* [ABOUT THIS EXERCISE]:
Every entry must be set down exactly in the answer; no pictures should appear.

[Recorded data]
§ §

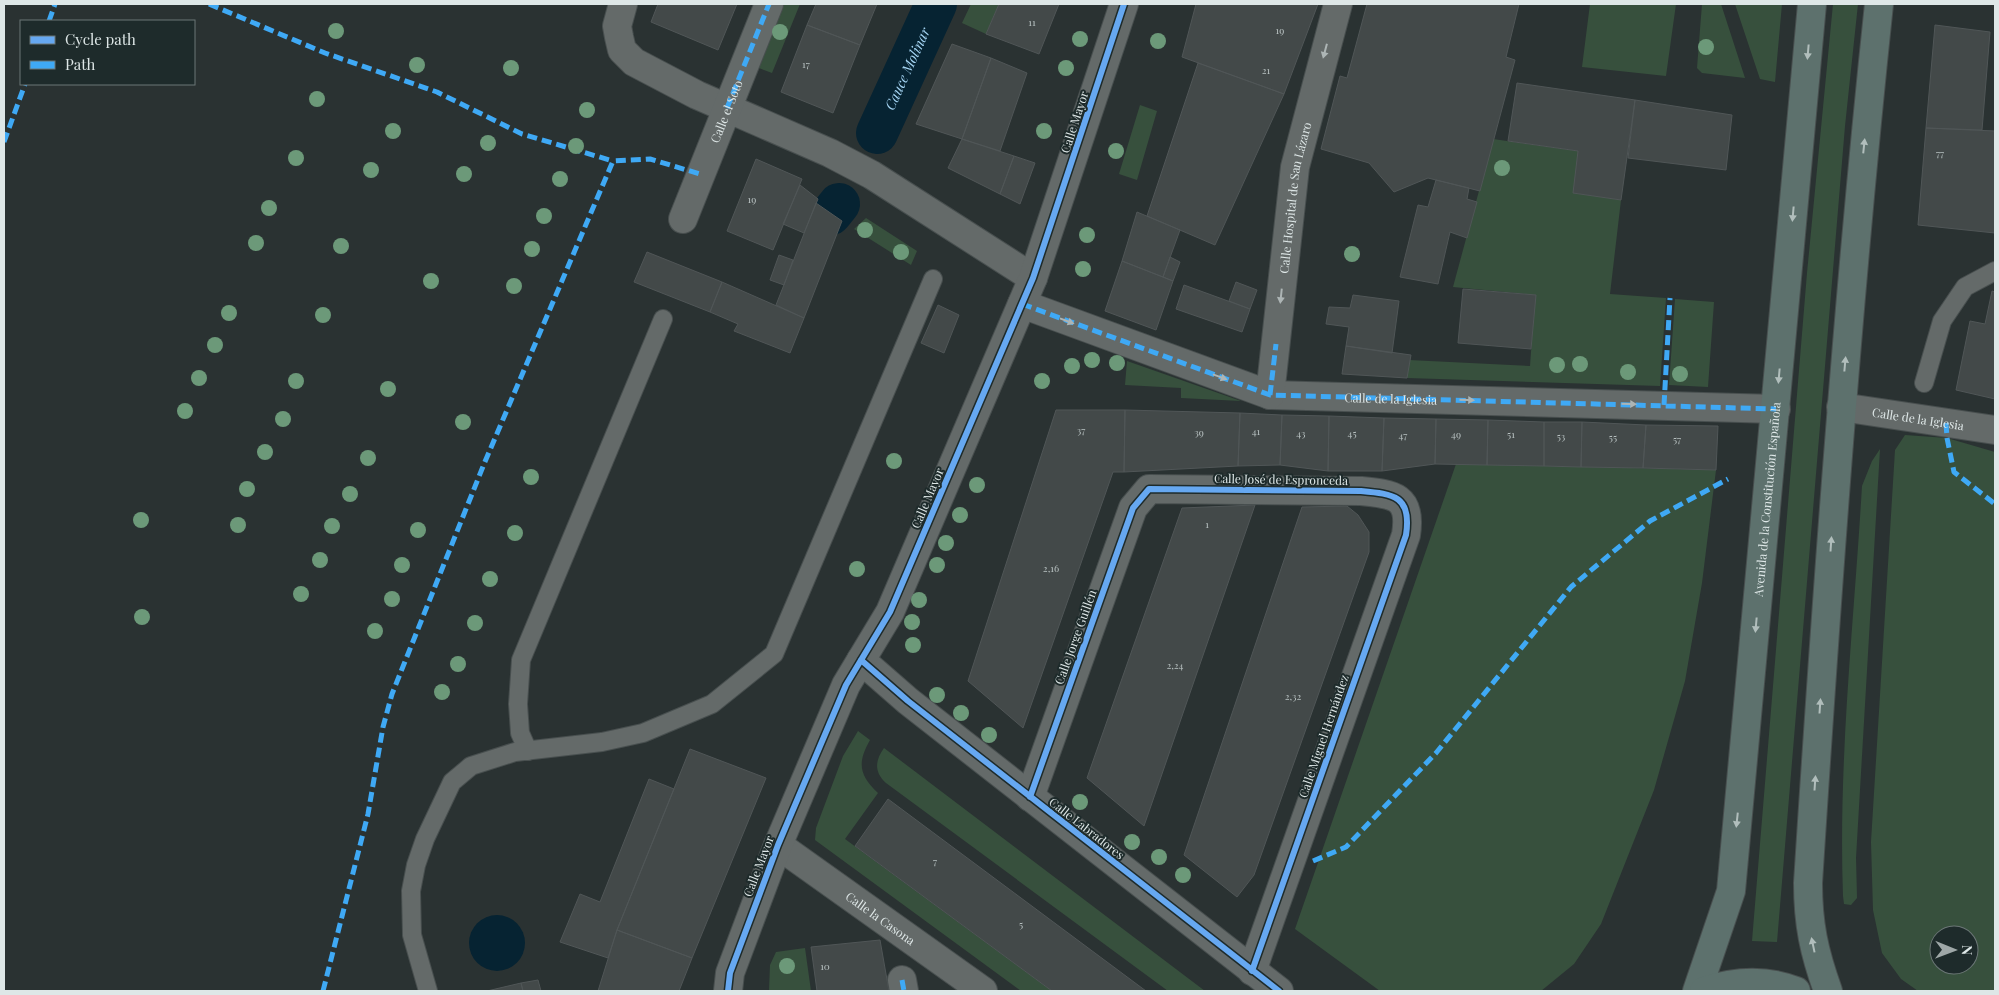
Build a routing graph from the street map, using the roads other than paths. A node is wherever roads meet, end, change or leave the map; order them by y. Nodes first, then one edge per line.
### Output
1 (623, 4) edge
2 (769, 4) edge
3 (1124, 4) edge
4 (1338, 4) edge
5 (1812, 4) edge
6 (1879, 4) edge
7 (727, 108) junction
8 (683, 219) dead end
9 (1995, 271) edge
10 (1033, 278) junction
11 (932, 280) dead end
12 (1022, 304) junction
13 (663, 319) dead end
14 (1924, 383) dead end
15 (1270, 395) junction
16 (1841, 407) junction
17 (1776, 409) junction
18 (1995, 430) edge
19 (1149, 489) joint
20 (1406, 508) joint
21 (861, 660) junction
22 (528, 751) junction
23 (1030, 797) junction
24 (778, 846) junction
25 (1252, 971) junction
26 (428, 991) edge
27 (728, 991) edge
28 (983, 991) edge
29 (1279, 991) edge
30 (1697, 991) edge
31 (1704, 991) edge
32 (1796, 991) edge
33 (1828, 991) edge

1 - 7 street
2 - 7 street, Calle el Soto
3 - 10 street, Calle Mayor
4 -> 15 street, Calle Hospital de San Lázaro
5 -> 17 highway, Avenida de la Constitución Española
16 -> 6 highway
7 - 8 street, Calle el Soto
7 - 10 street
9 - 14 lane
10 - 12 street, Calle Mayor
11 - 22 lane
12 -> 15 street, Calle de la Iglesia
12 - 21 street, Calle Mayor
13 - 22 lane
15 -> 17 street, Calle de la Iglesia
16 - 18 street, Calle de la Iglesia
33 -> 16 highway
17 -> 30 highway, Avenida de la Constitución Española
19 - 20 street, Calle José de Espronceda
19 - 23 street, Calle Jorge Guillén
20 - 25 street, Calle Miguel Hernández
21 - 23 street, Calle Labradores
21 - 24 street, Calle Mayor
22 - 26 lane
23 - 25 street, Calle Labradores
24 - 27 street, Calle Mayor
24 - 28 street, Calle la Casona
25 - 29 street, Calle Labradores
31 - 32 highway

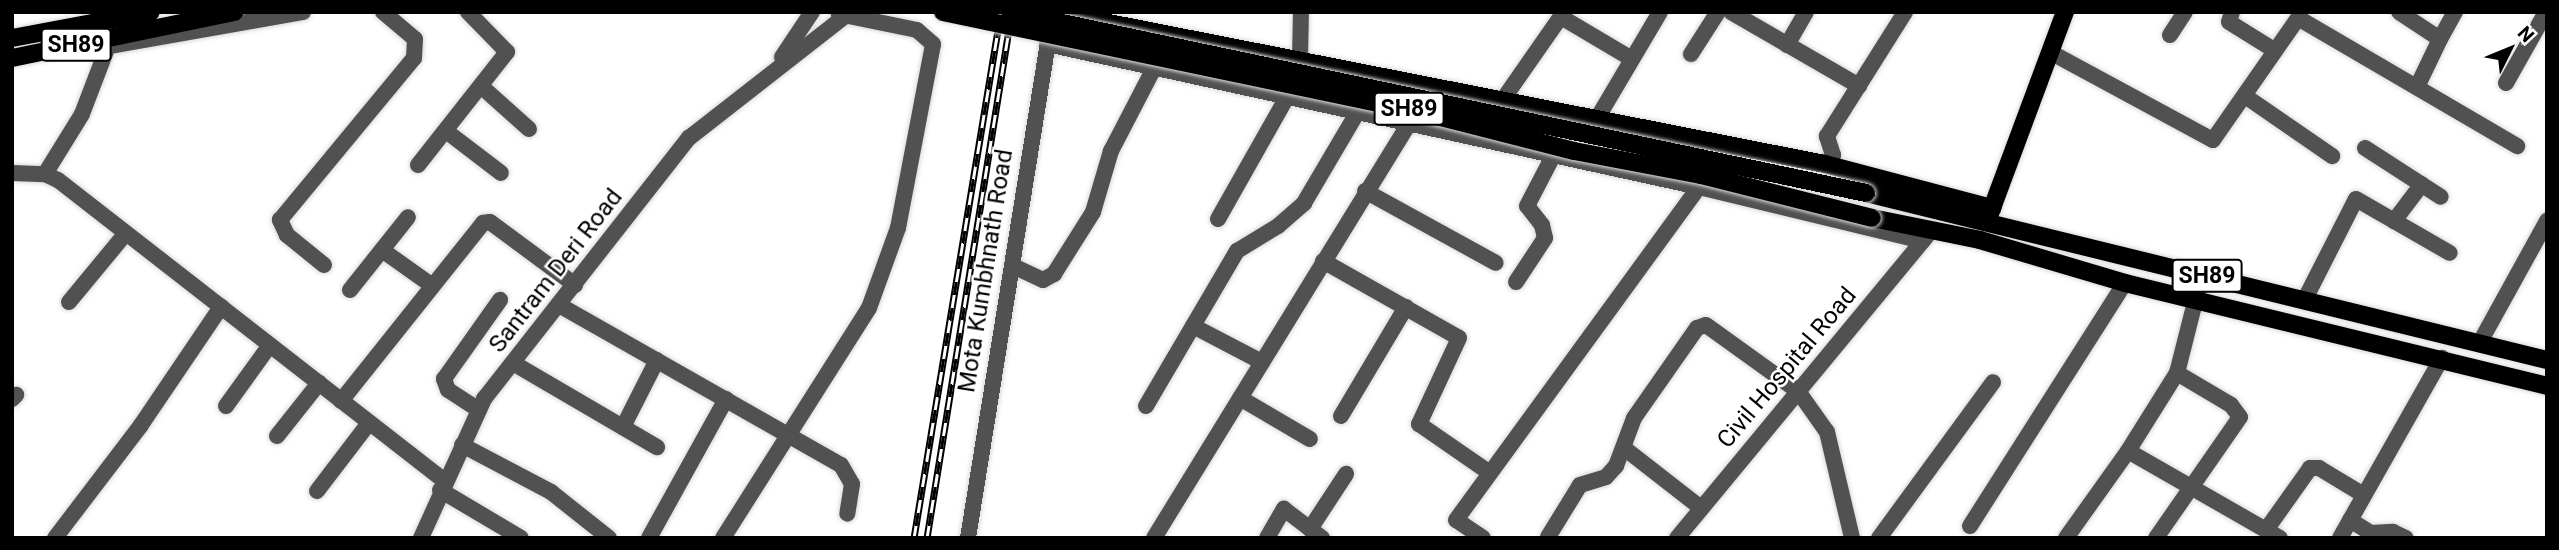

§ §

* [SOLVED PROBLEM]:
Build a routing graph from the street map, using the roads other than paths. A node is wherever roads meet, end, change or leave the map; order them by y. Nodes first, then one edge per line.
### Output
1 (623, 4) edge
2 (769, 4) edge
3 (1124, 4) edge
4 (1338, 4) edge
5 (1812, 4) edge
6 (1879, 4) edge
7 (727, 108) junction
8 (683, 219) dead end
9 (1995, 271) edge
10 (1033, 278) junction
11 (932, 280) dead end
12 (1022, 304) junction
13 (663, 319) dead end
14 (1924, 383) dead end
15 (1270, 395) junction
16 (1841, 407) junction
17 (1776, 409) junction
18 (1995, 430) edge
19 (1149, 489) joint
20 (1406, 508) joint
21 (861, 660) junction
22 (528, 751) junction
23 (1030, 797) junction
24 (778, 846) junction
25 (1252, 971) junction
26 (428, 991) edge
27 (728, 991) edge
28 (983, 991) edge
29 (1279, 991) edge
30 (1697, 991) edge
31 (1704, 991) edge
32 (1796, 991) edge
33 (1828, 991) edge

1 - 7 street
2 - 7 street, Calle el Soto
3 - 10 street, Calle Mayor
4 -> 15 street, Calle Hospital de San Lázaro
5 -> 17 highway, Avenida de la Constitución Española
16 -> 6 highway
7 - 8 street, Calle el Soto
7 - 10 street
9 - 14 lane
10 - 12 street, Calle Mayor
11 - 22 lane
12 -> 15 street, Calle de la Iglesia
12 - 21 street, Calle Mayor
13 - 22 lane
15 -> 17 street, Calle de la Iglesia
16 - 18 street, Calle de la Iglesia
33 -> 16 highway
17 -> 30 highway, Avenida de la Constitución Española
19 - 20 street, Calle José de Espronceda
19 - 23 street, Calle Jorge Guillén
20 - 25 street, Calle Miguel Hernández
21 - 23 street, Calle Labradores
21 - 24 street, Calle Mayor
22 - 26 lane
23 - 25 street, Calle Labradores
24 - 27 street, Calle Mayor
24 - 28 street, Calle la Casona
25 - 29 street, Calle Labradores
31 - 32 highway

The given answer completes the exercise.